Exercise goal: Please reproduce the entries that follow without a single difference.

Dataset entries:
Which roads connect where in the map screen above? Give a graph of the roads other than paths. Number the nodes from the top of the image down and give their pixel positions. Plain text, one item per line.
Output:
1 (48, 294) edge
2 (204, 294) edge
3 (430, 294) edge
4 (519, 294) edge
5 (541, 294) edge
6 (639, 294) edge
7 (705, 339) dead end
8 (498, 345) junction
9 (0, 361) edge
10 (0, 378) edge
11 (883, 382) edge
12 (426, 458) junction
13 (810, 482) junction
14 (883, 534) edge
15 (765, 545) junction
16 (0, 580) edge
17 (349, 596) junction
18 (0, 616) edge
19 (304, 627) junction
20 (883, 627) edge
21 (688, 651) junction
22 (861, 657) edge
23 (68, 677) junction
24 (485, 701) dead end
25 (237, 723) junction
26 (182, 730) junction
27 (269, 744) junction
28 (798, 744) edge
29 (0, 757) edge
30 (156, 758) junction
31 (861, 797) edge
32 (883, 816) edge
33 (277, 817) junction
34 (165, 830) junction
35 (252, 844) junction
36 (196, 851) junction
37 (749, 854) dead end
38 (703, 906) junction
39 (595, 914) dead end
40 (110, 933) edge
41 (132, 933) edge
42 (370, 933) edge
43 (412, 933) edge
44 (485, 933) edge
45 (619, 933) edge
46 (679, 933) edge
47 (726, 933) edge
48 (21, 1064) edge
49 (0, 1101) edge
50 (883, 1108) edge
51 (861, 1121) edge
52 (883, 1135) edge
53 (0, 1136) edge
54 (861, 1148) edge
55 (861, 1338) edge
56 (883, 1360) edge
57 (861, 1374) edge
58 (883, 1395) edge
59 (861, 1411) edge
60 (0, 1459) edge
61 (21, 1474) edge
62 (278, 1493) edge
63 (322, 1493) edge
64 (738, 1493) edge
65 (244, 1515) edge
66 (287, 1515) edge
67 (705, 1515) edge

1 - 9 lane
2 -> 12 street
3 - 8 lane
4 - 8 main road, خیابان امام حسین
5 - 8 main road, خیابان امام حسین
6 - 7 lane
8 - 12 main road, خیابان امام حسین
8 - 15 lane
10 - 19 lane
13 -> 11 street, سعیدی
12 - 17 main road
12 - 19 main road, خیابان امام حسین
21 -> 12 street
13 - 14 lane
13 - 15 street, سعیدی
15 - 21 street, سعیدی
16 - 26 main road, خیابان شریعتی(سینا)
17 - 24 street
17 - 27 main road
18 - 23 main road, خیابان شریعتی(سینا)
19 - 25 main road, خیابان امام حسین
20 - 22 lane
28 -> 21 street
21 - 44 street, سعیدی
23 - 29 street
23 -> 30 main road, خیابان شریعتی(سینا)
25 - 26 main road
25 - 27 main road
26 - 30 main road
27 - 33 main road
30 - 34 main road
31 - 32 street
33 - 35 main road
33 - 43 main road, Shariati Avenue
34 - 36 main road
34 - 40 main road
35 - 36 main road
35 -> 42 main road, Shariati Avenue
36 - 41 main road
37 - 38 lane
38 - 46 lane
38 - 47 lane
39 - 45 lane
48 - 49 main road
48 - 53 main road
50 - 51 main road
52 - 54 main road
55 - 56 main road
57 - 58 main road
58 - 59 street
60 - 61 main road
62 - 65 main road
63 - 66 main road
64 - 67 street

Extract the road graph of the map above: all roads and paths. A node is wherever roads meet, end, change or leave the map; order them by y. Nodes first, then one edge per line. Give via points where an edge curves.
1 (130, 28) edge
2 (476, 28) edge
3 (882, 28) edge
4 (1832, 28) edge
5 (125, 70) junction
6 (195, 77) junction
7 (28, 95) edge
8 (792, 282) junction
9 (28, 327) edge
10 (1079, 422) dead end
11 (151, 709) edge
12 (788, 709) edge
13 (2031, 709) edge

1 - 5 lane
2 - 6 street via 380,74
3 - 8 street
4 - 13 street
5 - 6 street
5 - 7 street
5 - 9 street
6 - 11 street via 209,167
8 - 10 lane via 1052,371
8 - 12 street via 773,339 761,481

Solved problem:
Which roads connect where in the map screen above? Give a graph of the roads other than paths. Number the nodes from the top of the image down and give their pixel positions. Plain text, one item per line.
Output:
1 (48, 294) edge
2 (204, 294) edge
3 (430, 294) edge
4 (519, 294) edge
5 (541, 294) edge
6 (639, 294) edge
7 (705, 339) dead end
8 (498, 345) junction
9 (0, 361) edge
10 (0, 378) edge
11 (883, 382) edge
12 (426, 458) junction
13 (810, 482) junction
14 (883, 534) edge
15 (765, 545) junction
16 (0, 580) edge
17 (349, 596) junction
18 (0, 616) edge
19 (304, 627) junction
20 (883, 627) edge
21 (688, 651) junction
22 (861, 657) edge
23 (68, 677) junction
24 (485, 701) dead end
25 (237, 723) junction
26 (182, 730) junction
27 (269, 744) junction
28 (798, 744) edge
29 (0, 757) edge
30 (156, 758) junction
31 (861, 797) edge
32 (883, 816) edge
33 (277, 817) junction
34 (165, 830) junction
35 (252, 844) junction
36 (196, 851) junction
37 (749, 854) dead end
38 (703, 906) junction
39 (595, 914) dead end
40 (110, 933) edge
41 (132, 933) edge
42 (370, 933) edge
43 (412, 933) edge
44 (485, 933) edge
45 (619, 933) edge
46 (679, 933) edge
47 (726, 933) edge
48 (21, 1064) edge
49 (0, 1101) edge
50 (883, 1108) edge
51 (861, 1121) edge
52 (883, 1135) edge
53 (0, 1136) edge
54 (861, 1148) edge
55 (861, 1338) edge
56 (883, 1360) edge
57 (861, 1374) edge
58 (883, 1395) edge
59 (861, 1411) edge
60 (0, 1459) edge
61 (21, 1474) edge
62 (278, 1493) edge
63 (322, 1493) edge
64 (738, 1493) edge
65 (244, 1515) edge
66 (287, 1515) edge
67 (705, 1515) edge

1 - 9 lane
2 -> 12 street
3 - 8 lane
4 - 8 main road, خیابان امام حسین
5 - 8 main road, خیابان امام حسین
6 - 7 lane
8 - 12 main road, خیابان امام حسین
8 - 15 lane
10 - 19 lane
13 -> 11 street, سعیدی
12 - 17 main road
12 - 19 main road, خیابان امام حسین
21 -> 12 street
13 - 14 lane
13 - 15 street, سعیدی
15 - 21 street, سعیدی
16 - 26 main road, خیابان شریعتی(سینا)
17 - 24 street
17 - 27 main road
18 - 23 main road, خیابان شریعتی(سینا)
19 - 25 main road, خیابان امام حسین
20 - 22 lane
28 -> 21 street
21 - 44 street, سعیدی
23 - 29 street
23 -> 30 main road, خیابان شریعتی(سینا)
25 - 26 main road
25 - 27 main road
26 - 30 main road
27 - 33 main road
30 - 34 main road
31 - 32 street
33 - 35 main road
33 - 43 main road, Shariati Avenue
34 - 36 main road
34 - 40 main road
35 - 36 main road
35 -> 42 main road, Shariati Avenue
36 - 41 main road
37 - 38 lane
38 - 46 lane
38 - 47 lane
39 - 45 lane
48 - 49 main road
48 - 53 main road
50 - 51 main road
52 - 54 main road
55 - 56 main road
57 - 58 main road
58 - 59 street
60 - 61 main road
62 - 65 main road
63 - 66 main road
64 - 67 street

Extract the road graph of the map above: all roads and paths. A node is wherever roads meet, end, change or leave the map; order them by y. Nodes first, then one edge per line. Give via points where an edge curves.
1 (130, 28) edge
2 (476, 28) edge
3 (882, 28) edge
4 (1832, 28) edge
5 (125, 70) junction
6 (195, 77) junction
7 (28, 95) edge
8 (792, 282) junction
9 (28, 327) edge
10 (1079, 422) dead end
11 (151, 709) edge
12 (788, 709) edge
13 (2031, 709) edge

1 - 5 lane
2 - 6 street via 380,74
3 - 8 street
4 - 13 street
5 - 6 street
5 - 7 street
5 - 9 street
6 - 11 street via 209,167
8 - 10 lane via 1052,371
8 - 12 street via 773,339 761,481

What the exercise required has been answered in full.